■ Problem statement ■
Only the pictures are to be left out, and the rest of the entries should be reproduced exactly.

■ Pose estimation data ■

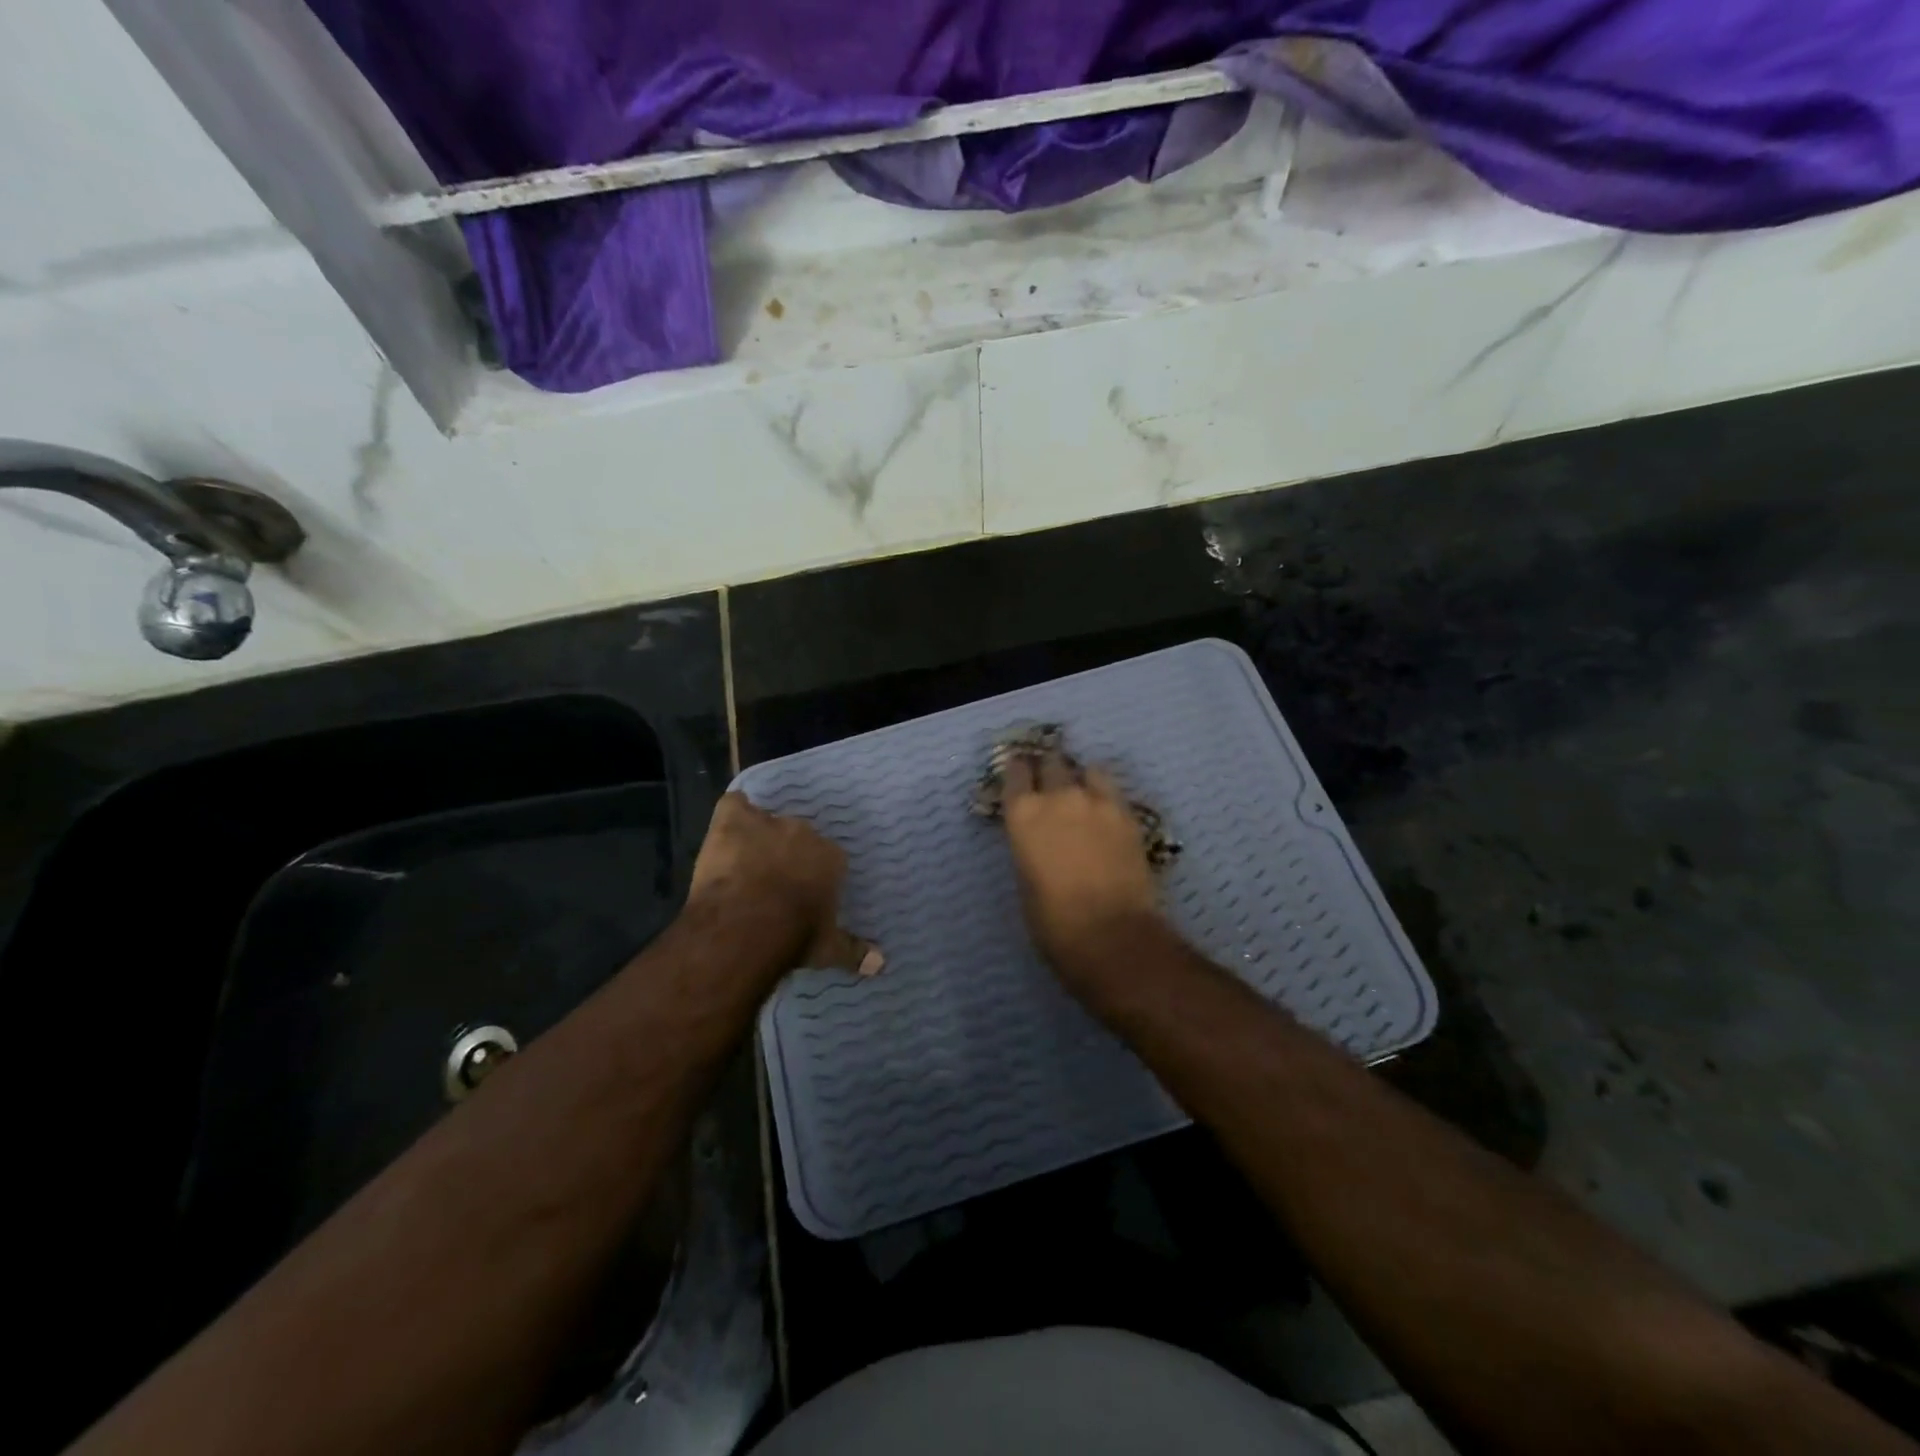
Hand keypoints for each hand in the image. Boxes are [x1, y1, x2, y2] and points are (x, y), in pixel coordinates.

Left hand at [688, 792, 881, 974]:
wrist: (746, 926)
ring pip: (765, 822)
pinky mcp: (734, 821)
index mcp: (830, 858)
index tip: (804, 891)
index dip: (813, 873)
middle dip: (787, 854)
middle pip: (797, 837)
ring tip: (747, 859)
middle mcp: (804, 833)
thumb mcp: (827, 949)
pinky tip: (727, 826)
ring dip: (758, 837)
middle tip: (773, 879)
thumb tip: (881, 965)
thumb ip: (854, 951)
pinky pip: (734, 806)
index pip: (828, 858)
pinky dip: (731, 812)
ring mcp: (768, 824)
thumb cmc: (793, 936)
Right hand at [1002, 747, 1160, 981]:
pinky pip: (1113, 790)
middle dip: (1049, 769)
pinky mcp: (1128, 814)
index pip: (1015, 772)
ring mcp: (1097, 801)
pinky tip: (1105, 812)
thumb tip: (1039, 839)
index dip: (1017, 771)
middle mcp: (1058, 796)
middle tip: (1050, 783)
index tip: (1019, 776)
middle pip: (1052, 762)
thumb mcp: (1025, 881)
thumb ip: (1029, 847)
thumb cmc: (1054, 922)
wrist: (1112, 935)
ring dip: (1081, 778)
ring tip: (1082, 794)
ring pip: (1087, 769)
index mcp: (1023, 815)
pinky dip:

■ Exercise answer ■
Hand keypoints for each hand in the image. Boxes are [x1, y1, x2, y2] and points are (x, y), in pixel coordinates.

Left hand at [688, 792, 881, 974]:
wrist: (746, 926)
ring pip: (765, 822)
pinky mcp: (734, 821)
index mcp: (830, 858)
index tip: (804, 891)
index dip: (813, 873)
middle dip: (787, 854)
middle pip: (797, 837)
ring tip: (747, 859)
middle mcp: (804, 833)
thumb mcp: (827, 949)
pinky tip: (727, 826)
ring dip: (758, 837)
middle tip: (773, 879)
thumb tip: (881, 965)
thumb ip: (854, 951)
pinky pip: (734, 806)
index pip: (828, 858)
pinky dip: (731, 812)
ring mcp: (768, 824)
thumb cmc: (793, 936)
Right hand at [1002, 747, 1160, 981]:
pinky pip: (1113, 790)
middle dip: (1049, 769)
pinky mcp: (1128, 814)
index pip: (1015, 772)
ring mcp: (1097, 801)
pinky tip: (1105, 812)
thumb tip: (1039, 839)
index dip: (1017, 771)
middle mcp: (1058, 796)
middle tip: (1050, 783)
index tip: (1019, 776)
middle pip: (1052, 762)
thumb mcp: (1025, 881)
thumb ip: (1029, 847)
thumb cmc: (1054, 922)
wrist: (1112, 935)
ring dip: (1081, 778)
ring tip: (1082, 794)
ring pip: (1087, 769)
index mcp: (1023, 815)
pinky dip:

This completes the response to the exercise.